The Prenda trials are like the Honey Boo Boo of law. It’s a train wreck you just can’t look away from. Sex, money, and slapstick keystone-caper lawyering all in one. The Firm began a few years back saving the world from digital scum who steal movies; they are protectors of fine and upstanding films such as Sexual Obsession and Church of Bootyism 2 (both of which have been snubbed by the motion picture academy, most likely because the principal dialogue consisted of long strings of vowels spoken in frantic guttural). The trick was to find people who downloaded said movies, send them a letter, and get paid. And by “find people” I mean “make a wild-ass guess based on bad logic.” They filed a few thousand “John Doe” lawsuits forcing service providers to cough up details on which freakishly perverted user had said IP address. Then they sent out the kind of carefully worded threatening letter no one wants to get: “You’re the perv who stole Church of Bootyism 2, pay $4,000 or we tell your boss, your mother, your grandmother, and that girl at Starbucks you keep flirting with.” I never received one of those letters, so I guessed at the wording.
Some of those people couldn’t possibly have downloaded Church of Bootyism 2 because they were busy watching Honey Boo Boo or they were dead. But most people, it seemed, copped to it because nobody wants to be caught explaining to their neighbor and their kids kindergarten teacher that Church of Bootyism 2 was just for research, and they didn’t enjoy it. Then US District Judge Otis Wright (who may look like the Incredible Hulk) said “This case doth reek of Church of Bootyism 2 lies” and started poking around. Turns out Prenda had been pulling off one of the ballsiest digital copyright maneuvers in years. The Prenda lawyers may have uploaded and shared Church of Bootyism 2 to begin with, only to track every download. They may not have been acting on behalf of the true copyright holder of Church of Bootyism 2. Oh, and one of the lawyers forged his neighbors signature on a filing for one of their shell companies. Seriously, folks, free entertainment doesn’t get much better than this.
While Prenda is a hilariously extreme example, the case has some bearing on writers and content creators. What fueled Prenda in the first place was the DMCA. Copyright law is tricky, and DMCA doesn’t make it any easier. Someone just needs to point a finger and cry foul without any real evidence, and content is usually taken down by the service provider. YouTube has a standing policy of killing content, and so do most hosting services.

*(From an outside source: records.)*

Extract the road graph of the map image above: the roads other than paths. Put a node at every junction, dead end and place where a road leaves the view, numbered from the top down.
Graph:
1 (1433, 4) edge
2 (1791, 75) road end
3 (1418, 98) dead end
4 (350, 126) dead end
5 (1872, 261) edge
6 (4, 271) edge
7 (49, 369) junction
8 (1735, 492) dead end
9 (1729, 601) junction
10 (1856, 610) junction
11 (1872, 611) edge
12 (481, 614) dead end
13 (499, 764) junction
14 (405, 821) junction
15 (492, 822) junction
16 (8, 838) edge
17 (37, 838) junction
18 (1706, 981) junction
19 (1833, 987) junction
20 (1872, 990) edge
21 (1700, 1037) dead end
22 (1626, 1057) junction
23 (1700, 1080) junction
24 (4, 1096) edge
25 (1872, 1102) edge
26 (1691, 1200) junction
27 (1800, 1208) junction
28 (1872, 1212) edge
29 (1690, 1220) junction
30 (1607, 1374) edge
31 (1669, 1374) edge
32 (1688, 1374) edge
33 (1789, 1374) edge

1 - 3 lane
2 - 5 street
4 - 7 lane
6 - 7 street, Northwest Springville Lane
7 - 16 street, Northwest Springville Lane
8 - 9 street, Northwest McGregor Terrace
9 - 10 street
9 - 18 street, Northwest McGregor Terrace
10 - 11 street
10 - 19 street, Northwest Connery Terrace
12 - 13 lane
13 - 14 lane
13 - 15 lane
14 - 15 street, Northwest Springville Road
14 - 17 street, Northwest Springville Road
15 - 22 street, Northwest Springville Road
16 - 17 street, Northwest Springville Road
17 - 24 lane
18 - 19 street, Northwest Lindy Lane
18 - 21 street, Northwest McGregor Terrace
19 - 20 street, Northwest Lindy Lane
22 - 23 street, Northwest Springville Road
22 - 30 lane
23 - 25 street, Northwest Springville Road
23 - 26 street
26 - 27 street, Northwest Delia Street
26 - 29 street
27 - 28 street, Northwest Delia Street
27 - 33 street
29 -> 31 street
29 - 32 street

Big media has a standing policy of whining to the authorities like an overworked actor in Church of Bootyism 2 even when said content doesn’t belong to them, isn’t related, or isn’t infringing.
There are two points to this: you may one day find yourself targeted wrongfully in a DMCA violation (or maybe rightfully, if you were such a fan of Church of Bootyism that you had to download the sequel), or you’re a content creator with something to steal. The law sides with the content creators. When you write a story (or make a video of your dog bringing you a beer) and post it online, it’s still yours even if you give it away. The internet is the oddest place the universe has ever known, like going to a store where they sell high-end bath towels next to 50-Shades Lego sets. It’s the wild west. It also means protecting your work is that much harder should someone like Prenda try to steal it and sue everybody who’s infringing, justified or not. This leaves service providers up the well known fecal tributary without proper means of locomotion. Hosting companies and service providers are required by law to take DMCA takedown notices seriously, but aren’t required to investigate because it’s not their job. Though it looks like the Prenda lawyers may end up in federal Pound-Me-In-The-Ass prison, there still aren’t any laws in place to stop the next Prenda wannabe. Until copyright law is fixed, we’re stuck in this mess.
But there is some hope. Should you get one of those “Pay us or else” letters, bear in mind many judges are taking the stance that settlement is pretty much extortion. Do some homework on the legal letter. If it hasn’t been filed in your district, or if it was filed with dozens of other “John Doe’s”, there’s a pretty good chance it’s going to be thrown out. And on the opposite side, should you be in the same boat as the director and writer (was there a writer?) of Church of Bootyism 2, there are methods of responding to a DMCA claim.
And if you don’t fall in either of those categories, you get to sit back and enjoy the ride. The truth is, I just wanted to make you all read the words Church of Bootyism 2 a bunch of times.